The Coder, Risk Adjustment Coding is responsible for supporting the Strive operational and clinical team and partner Nephrologists by reviewing risk adjustment visits for appropriate clinical documentation support. This role is responsible for supporting the growth and improvement of Strive's risk adjustment capabilities. The coder will ensure technical aspects of diagnostic and procedure coding follow CMS, NCQA, third party payers and other regulatory agencies. They will review assigned provider's documentation and coding from end to end, including proper application of ICD-10 codes, CPT and CPT II codes. The coder shall educate assigned providers on CMS, AMA and Strive documentation and ICD-10-CM coding guidelines, as necessary.

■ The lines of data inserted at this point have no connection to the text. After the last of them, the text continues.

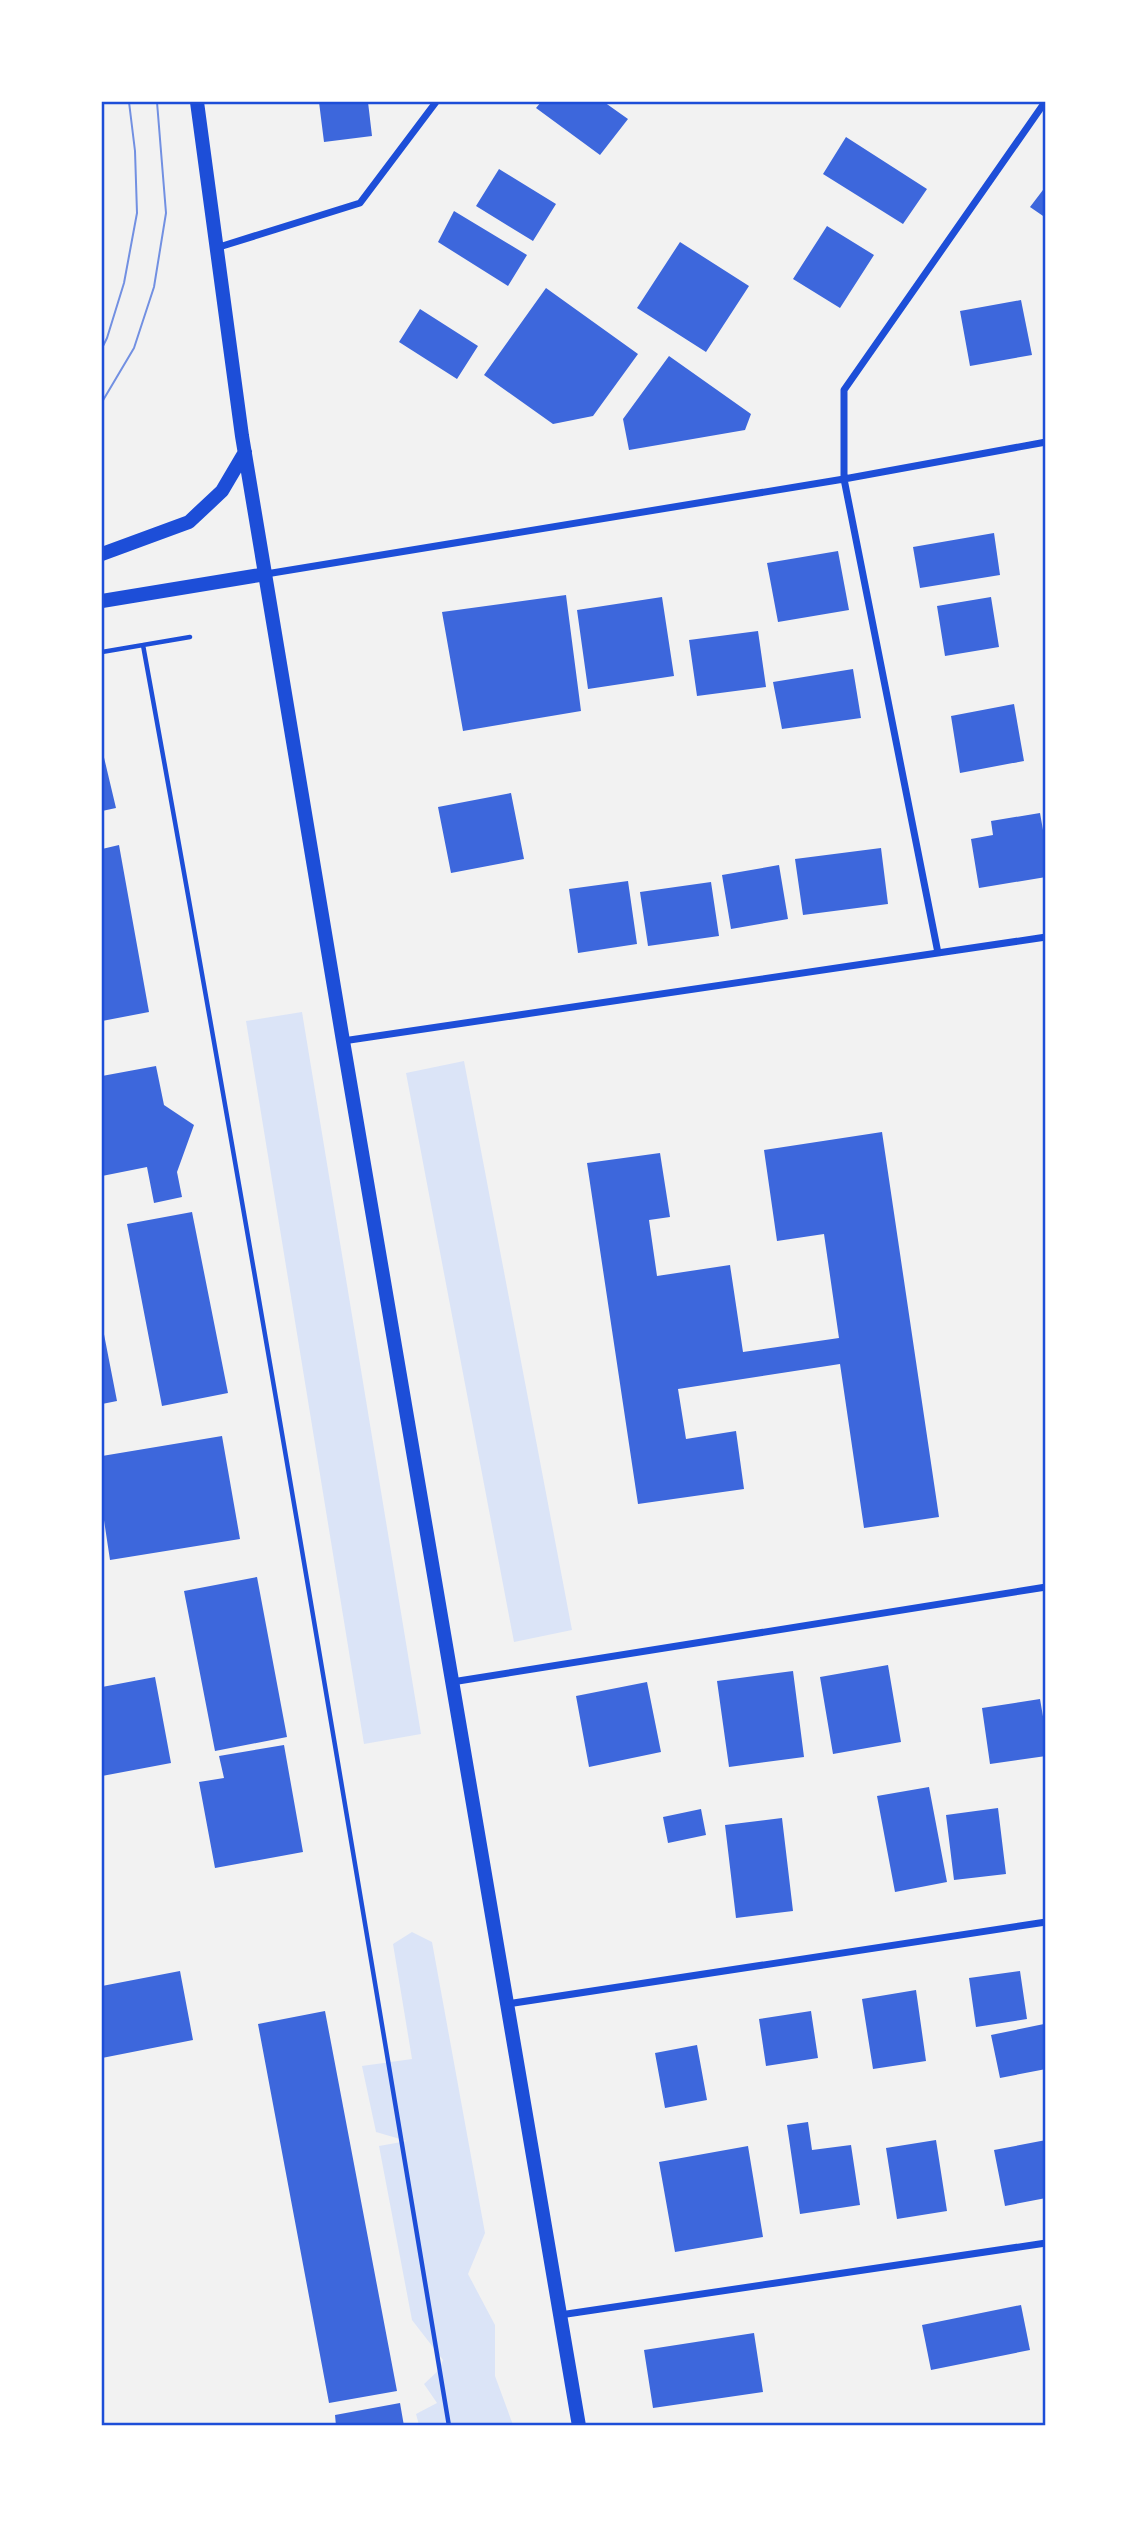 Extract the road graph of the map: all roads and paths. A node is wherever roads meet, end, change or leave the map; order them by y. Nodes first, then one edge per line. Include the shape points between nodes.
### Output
1 (197, 102) edge
2 (436, 102) edge
3 (1045, 102) edge
4 (216, 248) junction
5 (1045, 442) edge
6 (245, 452) junction
7 (844, 479) junction
8 (102, 554) edge
9 (266, 574) junction
10 (102, 601) edge
11 (190, 638) dead end
12 (143, 645) junction
13 (102, 652) edge
14 (1045, 937) edge
15 (938, 953) junction
16 (343, 1041) junction
17 (1045, 1587) edge
18 (452, 1682) junction
19 (1045, 1922) edge
20 (507, 2004) junction
21 (1045, 2243) edge
22 (560, 2315) junction
23 (449, 2426) edge
24 (579, 2426) edge

1 - 4 main road
2 - 4 street via 360,203
3 - 7 street via 844,390
4 - 6 main road
5 - 7 street
6 - 8 main road via 222,491 189,522
6 - 9 main road
7 - 9 street
7 - 15 street
9 - 10 main road
9 - 16 main road
11 - 12 path
12 - 13 path
12 - 23 path via 317,1632
14 - 15 street
15 - 16 street
16 - 18 main road
17 - 18 street
18 - 20 main road
19 - 20 street
20 - 22 main road
21 - 22 street
22 - 24 main road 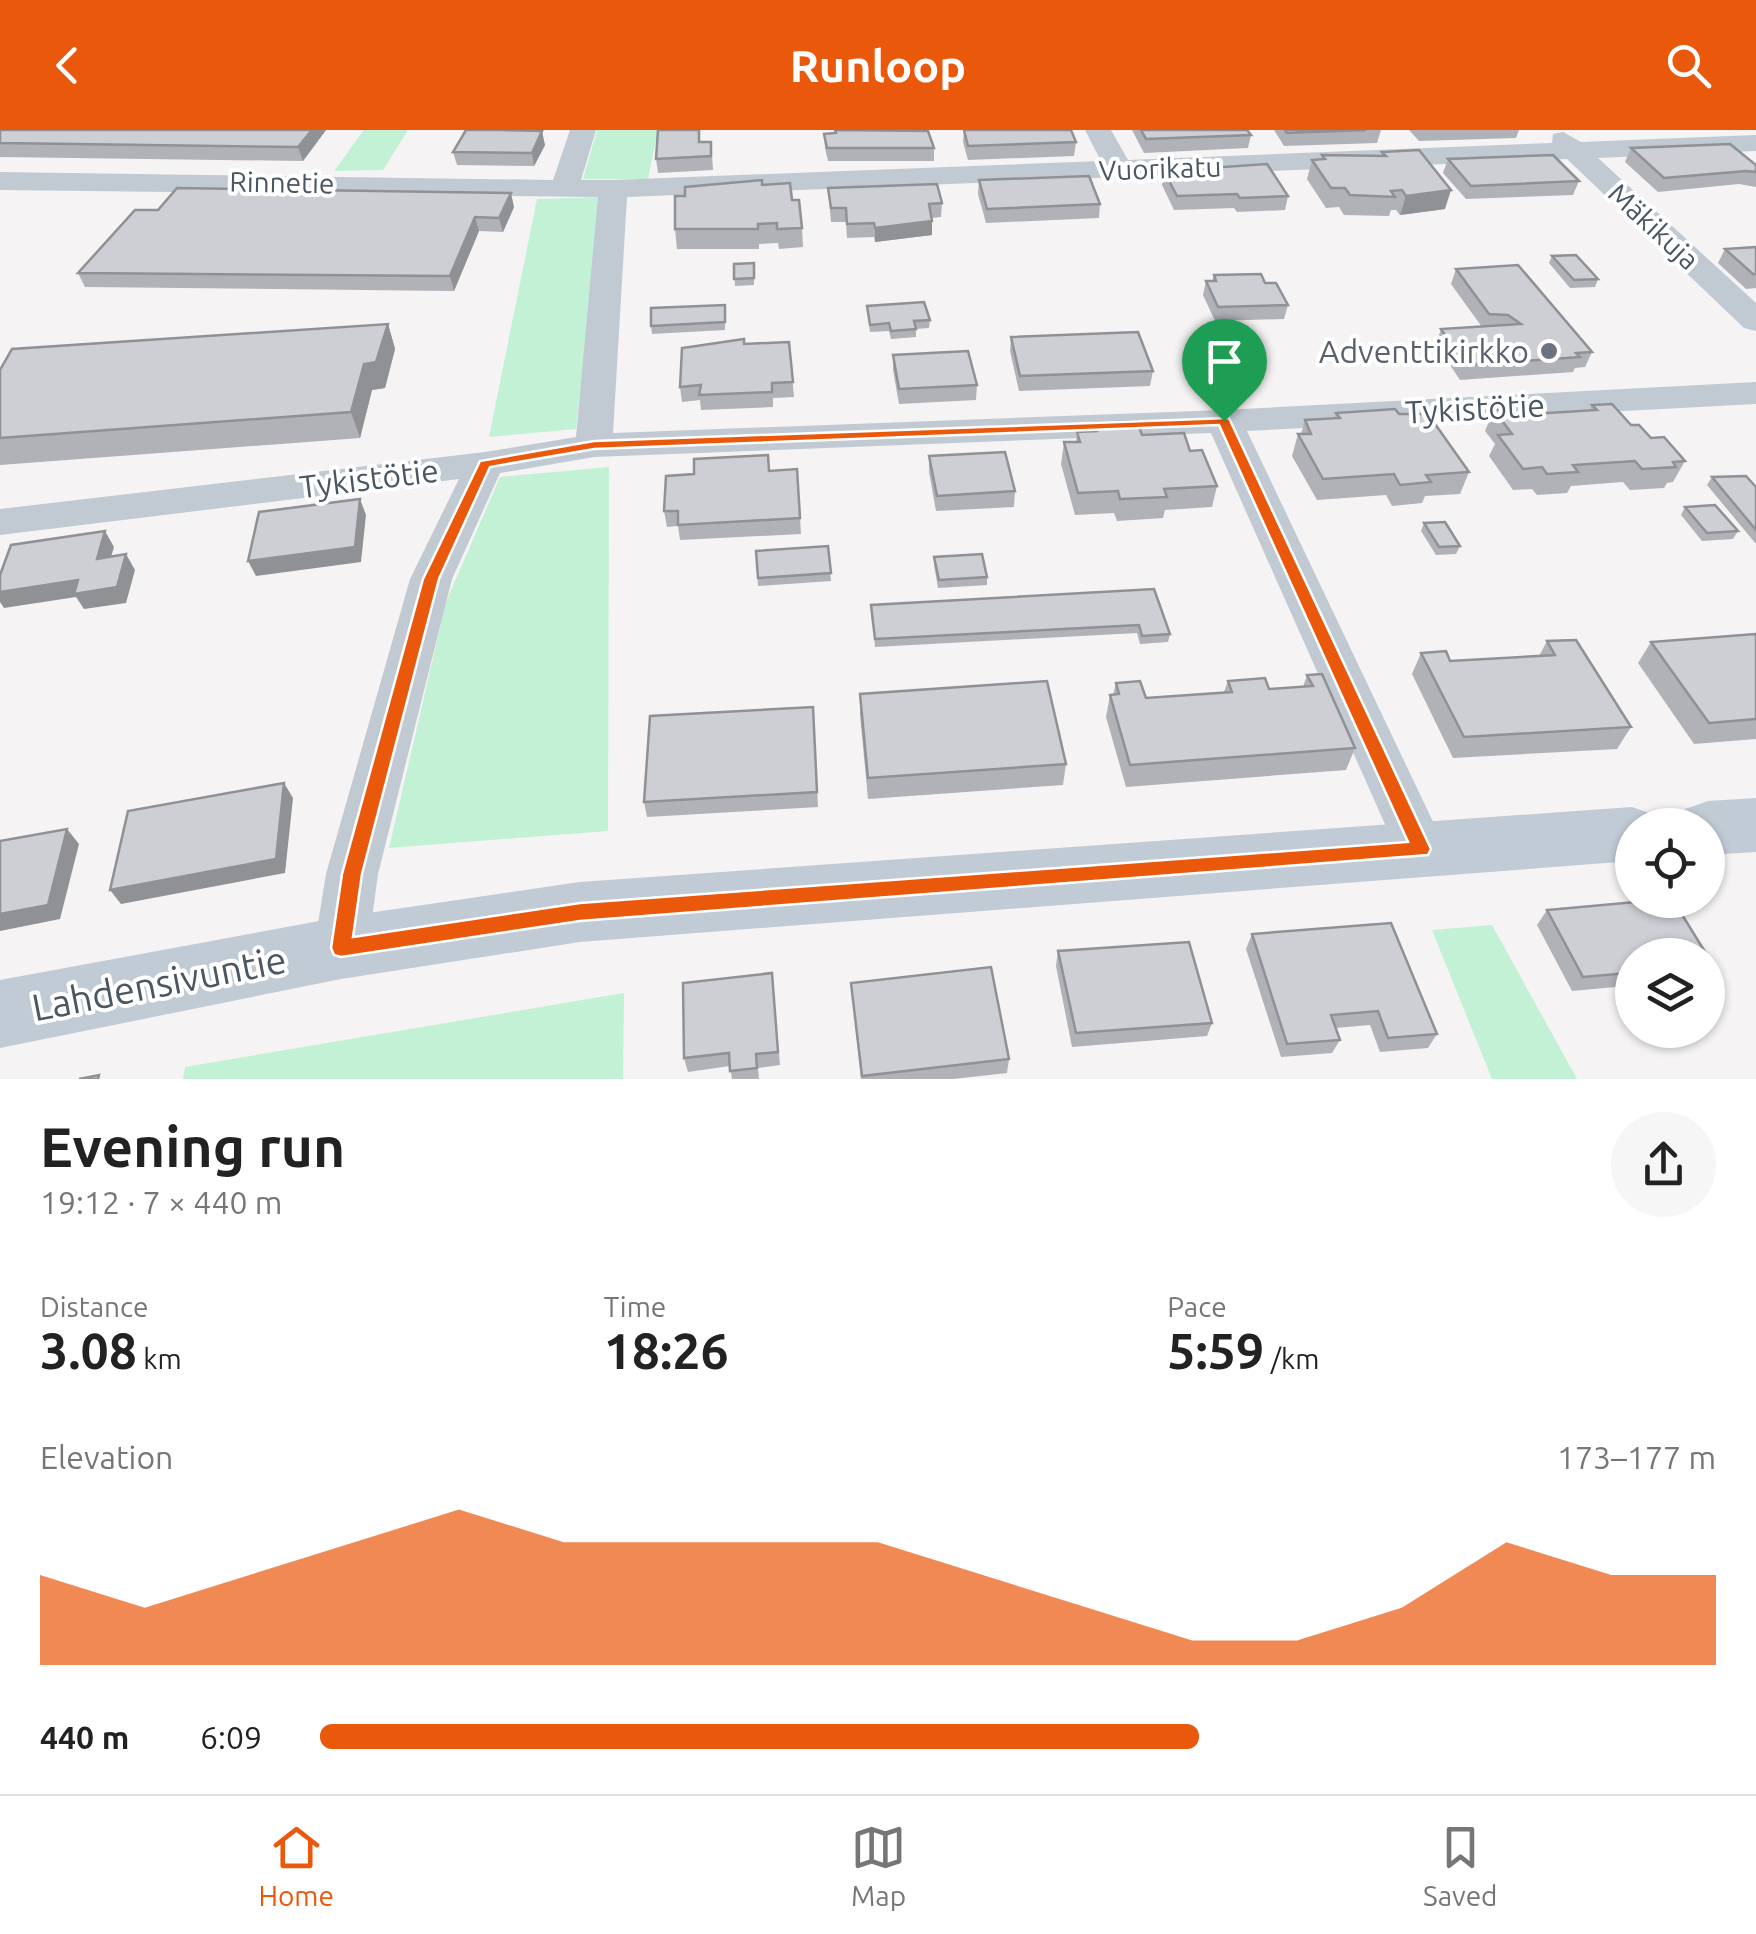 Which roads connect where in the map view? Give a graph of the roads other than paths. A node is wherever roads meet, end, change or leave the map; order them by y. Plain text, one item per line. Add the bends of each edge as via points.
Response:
1 (583, 130) edge
2 (1098, 130) edge
3 (1563, 140) edge
4 (1756, 143) edge
5 (1120, 170) junction
6 (0, 181) edge
7 (564, 188) junction
8 (614, 189) junction
9 (1756, 321) edge
10 (1756, 394) edge
11 (1224, 421) junction
12 (594, 445) junction
13 (485, 464) junction
14 (0, 522) edge
15 (1756, 824) edge
16 (1725, 827) edge
17 (1615, 835) edge
18 (1421, 849) junction
19 (341, 948) junction
20 (0, 1014) edge

1 - 7 street
2 - 5 street
3 - 4 street, Vuorikatu
3 - 5 street, Vuorikatu
3 - 9 street, Mäkikuja
5 - 8 street, Vuorikatu
6 - 7 street, Rinnetie
7 - 8 street, Vuorikatu
8 - 12 street
10 - 11 street, Tykistötie
11 - 12 street, Tykistötie
11 - 18 street
12 - 13 street, Tykistötie
13 - 14 street, Tykistötie
13 - 19 street via 431,579 352,874
15 - 16 main road
17 - 18 main road, Lahdensivuntie
18 - 19 main road, Lahdensivuntie via 580,912
19 - 20 main road, Lahdensivuntie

This role will perform provider queries and addendum requests based on CMA, AMA documentation and coding guidelines. This individual will assist in special coding audits and coding projects as necessary and provide ongoing feedback to the clinical management team regarding coding and documentation trends to ensure accurate coding and documentation to improve overall health outcomes for patients and continuity of care. This role will report to the Manager, Risk Adjustment.

The Day to Day

  • Delivers value to Strive and its beneficiaries enrolled in Risk Adjusted government programs (MA, ACO, ACA, CKCC), using skills including but not limited to: HCC (Hierarchical Condition Category) Coding, medical coding, clinical terminology and anatomy/physiology, CMS coding guidelines, RADV Audits, and review of CPT and CPT II codes as applicable.
  • Works closely with physicians, team members, quality, and compliance partners at enterprise and leadership to identify and deliver high quality and accurate risk adjustment coding.
  • Supports all Strive risk adjustment projects to comply with all CMS requirements by analyzing physician documentation and interpreting into ICD10 diagnoses and HCC disease categories.
  • Supports other key objectives to drive capture of correct Risk Adjustment coding including documentation improvement, provider education, analyzing reports, and identifying process improvements.
  • Performs HCC coding on projects for MA, ACA, and ESRD. Ability to quickly flex between coding projects, including retro and prospective, with different MA, ESRD, and ACA HCC Models.
  • Works independently in various coding applications and electronic medical record systems to support departmental goals.
  • Shall consistently meet coding productivity and 95% accuracy and any additional requirements as set forth by the Coding Manager.

Minimum Qualifications

  • Active, approved CRC (Certified Risk Adjustment Coder) or CPC (Certified Professional Coder) License. From AAPC or AHIMA.
  • 5+ years combined of related education, coding/auditing experience, or certification.
  • Internet Connectivity - Min Speeds: 3.8Mbps/3.0Mbps (up/down): Latency <60 ms.
  • Ability to travel and be onsite to meet business needs.

Preferred Qualifications

  • 5+ year's experience using ICD-10-CM, 2+years' experience with risk adjustment coding and training geared toward physicians.
  • Expert in coding and documentation guidelines, knows how to develop strong relationships with clinicians, and is an effective, strong communicator.
  • Successful candidates will also have presentation experience in the following areas: ICD-10-CM, CPT and HCPCS.
  • Extensive knowledge of documentation and coding guidelines established by the Center for Medicare and Medicaid Services (CMS) and the American Medical Association (AMA) for assignment of diagnostic and procedural codes.
  • Knowledge of Federal laws and regulations, including NCDs and LCDs affecting risk adjustment documentation and coding compliance.
  • MS Office Suite, Electronic Medical Records, Encoder, and other software programs and internet-based applications.

About You

  • Use a customer focused approach in dealing with conflict and resolution of problems.
  • Strong clinical assessment and critical thinking skills.
  • Excellent verbal and written communication skills.
  • Ability to work in a remote team environment while also being a strong individual contributor.
  • Flexibility and strong organizational skills needed.